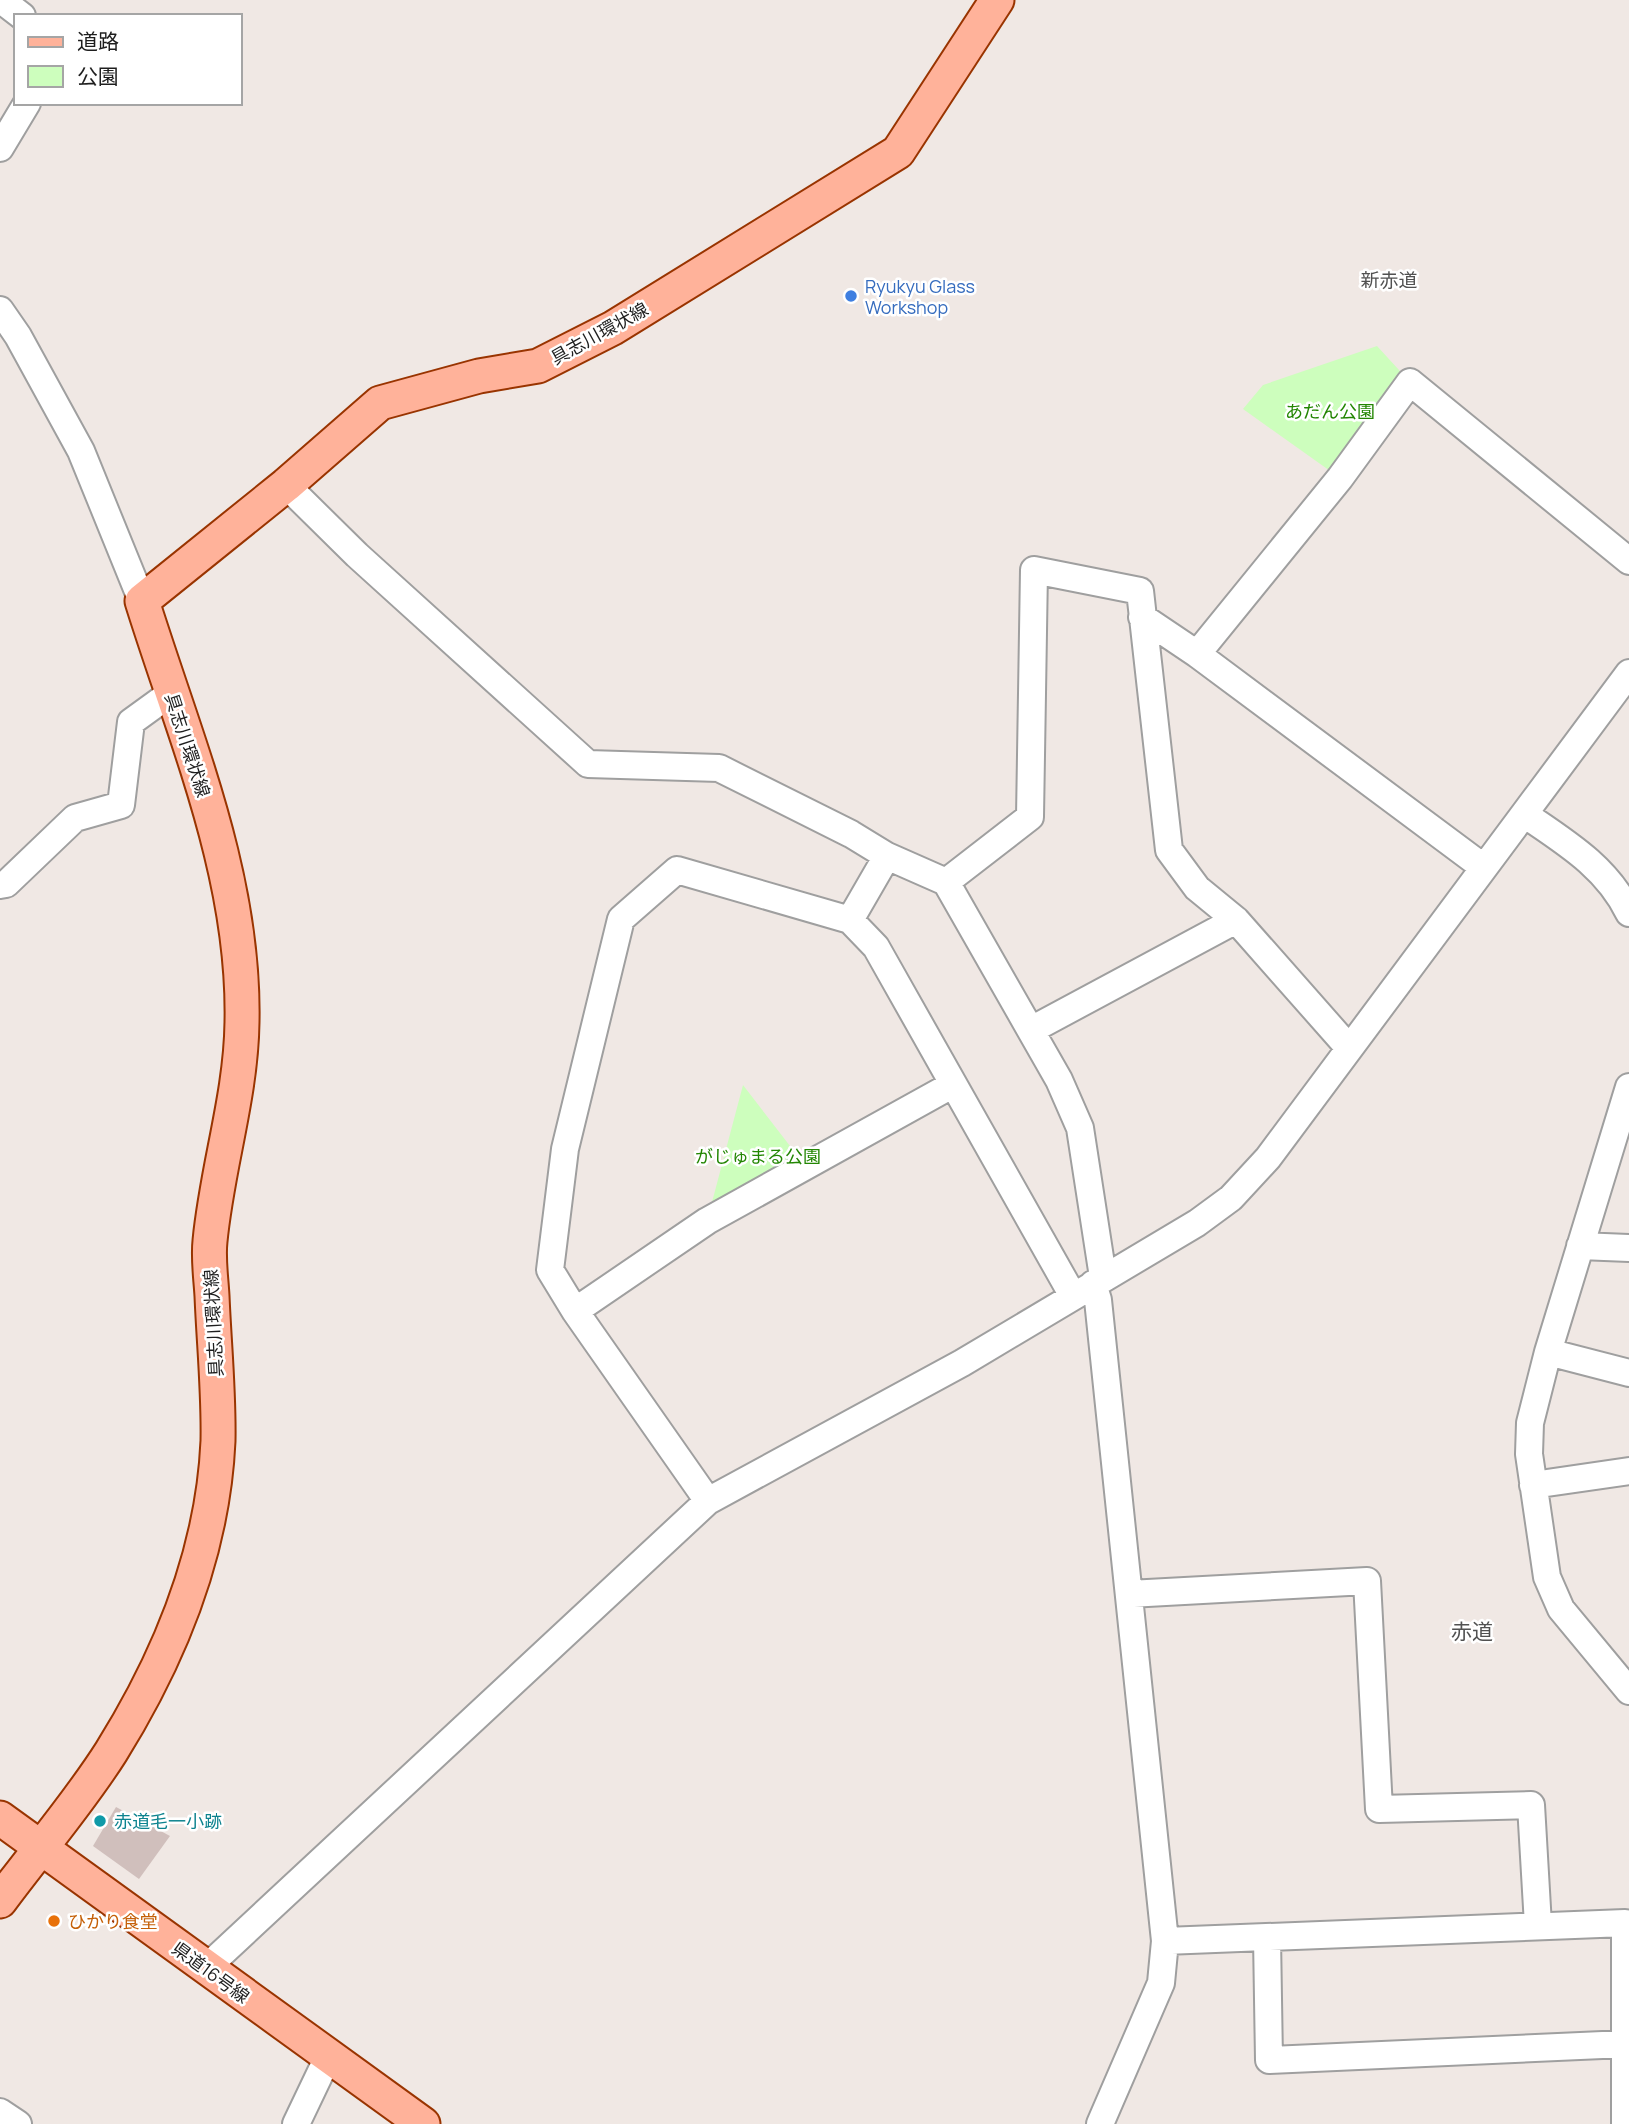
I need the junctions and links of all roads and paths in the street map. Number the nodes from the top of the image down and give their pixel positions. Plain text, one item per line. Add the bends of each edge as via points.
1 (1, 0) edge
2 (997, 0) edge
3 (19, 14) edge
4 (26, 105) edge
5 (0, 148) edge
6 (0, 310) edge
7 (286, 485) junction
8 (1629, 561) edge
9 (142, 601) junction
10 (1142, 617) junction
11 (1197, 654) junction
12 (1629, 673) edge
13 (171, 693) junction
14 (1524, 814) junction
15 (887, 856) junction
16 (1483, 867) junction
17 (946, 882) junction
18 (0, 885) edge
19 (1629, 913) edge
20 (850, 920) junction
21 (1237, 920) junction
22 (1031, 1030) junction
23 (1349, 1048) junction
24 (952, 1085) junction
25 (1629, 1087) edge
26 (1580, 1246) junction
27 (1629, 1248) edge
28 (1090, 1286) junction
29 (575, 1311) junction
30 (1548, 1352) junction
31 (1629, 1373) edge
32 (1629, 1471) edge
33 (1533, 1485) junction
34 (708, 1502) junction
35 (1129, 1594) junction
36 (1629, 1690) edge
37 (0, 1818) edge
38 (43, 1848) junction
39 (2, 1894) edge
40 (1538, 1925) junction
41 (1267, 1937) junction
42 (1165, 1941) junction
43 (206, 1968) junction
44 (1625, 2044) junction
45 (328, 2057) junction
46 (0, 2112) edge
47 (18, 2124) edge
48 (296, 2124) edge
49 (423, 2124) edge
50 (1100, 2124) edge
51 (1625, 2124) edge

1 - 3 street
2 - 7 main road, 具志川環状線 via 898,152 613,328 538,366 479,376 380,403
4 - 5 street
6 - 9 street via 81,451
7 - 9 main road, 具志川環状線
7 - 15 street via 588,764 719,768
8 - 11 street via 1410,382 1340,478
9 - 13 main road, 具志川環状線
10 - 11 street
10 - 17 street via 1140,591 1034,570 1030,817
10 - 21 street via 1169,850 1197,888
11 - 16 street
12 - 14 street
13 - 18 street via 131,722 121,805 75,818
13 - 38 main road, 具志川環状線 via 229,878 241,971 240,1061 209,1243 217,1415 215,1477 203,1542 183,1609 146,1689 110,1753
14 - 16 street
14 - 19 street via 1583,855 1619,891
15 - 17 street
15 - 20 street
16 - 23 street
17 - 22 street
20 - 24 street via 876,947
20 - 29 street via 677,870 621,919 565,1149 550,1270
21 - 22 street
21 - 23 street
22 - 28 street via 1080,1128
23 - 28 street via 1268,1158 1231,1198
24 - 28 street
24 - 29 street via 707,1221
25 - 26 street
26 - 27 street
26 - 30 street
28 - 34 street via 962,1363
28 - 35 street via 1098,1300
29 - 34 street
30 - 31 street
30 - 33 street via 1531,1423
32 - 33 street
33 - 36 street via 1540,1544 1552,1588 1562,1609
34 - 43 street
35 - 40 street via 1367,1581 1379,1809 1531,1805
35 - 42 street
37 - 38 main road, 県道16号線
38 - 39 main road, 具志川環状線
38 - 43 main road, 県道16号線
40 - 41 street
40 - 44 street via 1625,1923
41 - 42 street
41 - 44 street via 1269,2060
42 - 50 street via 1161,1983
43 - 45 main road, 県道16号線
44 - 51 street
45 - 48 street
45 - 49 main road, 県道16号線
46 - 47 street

=-=-=-=-=

Return every entry above exactly as written, minus the pictures.

» **FINAL ANSWER**:
I need the junctions and links of all roads and paths in the street map. Number the nodes from the top of the image down and give their pixel positions. Plain text, one item per line. Add the bends of each edge as via points.
1 (1, 0) edge
2 (997, 0) edge
3 (19, 14) edge
4 (26, 105) edge
5 (0, 148) edge
6 (0, 310) edge
7 (286, 485) junction
8 (1629, 561) edge
9 (142, 601) junction
10 (1142, 617) junction
11 (1197, 654) junction
12 (1629, 673) edge
13 (171, 693) junction
14 (1524, 814) junction
15 (887, 856) junction
16 (1483, 867) junction
17 (946, 882) junction
18 (0, 885) edge
19 (1629, 913) edge
20 (850, 920) junction
21 (1237, 920) junction
22 (1031, 1030) junction
23 (1349, 1048) junction
24 (952, 1085) junction
25 (1629, 1087) edge
26 (1580, 1246) junction
27 (1629, 1248) edge
28 (1090, 1286) junction
29 (575, 1311) junction
30 (1548, 1352) junction
31 (1629, 1373) edge
32 (1629, 1471) edge
33 (1533, 1485) junction
34 (708, 1502) junction
35 (1129, 1594) junction
36 (1629, 1690) edge
37 (0, 1818) edge
38 (43, 1848) junction
39 (2, 1894) edge
40 (1538, 1925) junction
41 (1267, 1937) junction
42 (1165, 1941) junction
43 (206, 1968) junction
44 (1625, 2044) junction
45 (328, 2057) junction
46 (0, 2112) edge
47 (18, 2124) edge
48 (296, 2124) edge
49 (423, 2124) edge
50 (1100, 2124) edge
51 (1625, 2124) edge

1 - 3 street
2 - 7 main road, 具志川環状線 via 898,152 613,328 538,366 479,376 380,403
4 - 5 street
6 - 9 street via 81,451
7 - 9 main road, 具志川環状線
7 - 15 street via 588,764 719,768
8 - 11 street via 1410,382 1340,478
9 - 13 main road, 具志川環状線
10 - 11 street
10 - 17 street via 1140,591 1034,570 1030,817
10 - 21 street via 1169,850 1197,888
11 - 16 street
12 - 14 street
13 - 18 street via 131,722 121,805 75,818
13 - 38 main road, 具志川環状線 via 229,878 241,971 240,1061 209,1243 217,1415 215,1477 203,1542 183,1609 146,1689 110,1753
14 - 16 street
14 - 19 street via 1583,855 1619,891
15 - 17 street
15 - 20 street
16 - 23 street
17 - 22 street
20 - 24 street via 876,947
20 - 29 street via 677,870 621,919 565,1149 550,1270
21 - 22 street
21 - 23 street
22 - 28 street via 1080,1128
23 - 28 street via 1268,1158 1231,1198
24 - 28 street
24 - 29 street via 707,1221
25 - 26 street
26 - 27 street
26 - 30 street
28 - 34 street via 962,1363
28 - 35 street via 1098,1300
29 - 34 street
30 - 31 street
30 - 33 street via 1531,1423
32 - 33 street
33 - 36 street via 1540,1544 1552,1588 1562,1609
34 - 43 street
35 - 40 street via 1367,1581 1379,1809 1531,1805
35 - 42 street
37 - 38 main road, 県道16号線
38 - 39 main road, 具志川環状線
38 - 43 main road, 県道16号線
40 - 41 street
40 - 44 street via 1625,1923
41 - 42 street
41 - 44 street via 1269,2060
42 - 50 street via 1161,1983
43 - 45 main road, 県道16号線
44 - 51 street
45 - 48 street
45 - 49 main road, 県道16号線
46 - 47 street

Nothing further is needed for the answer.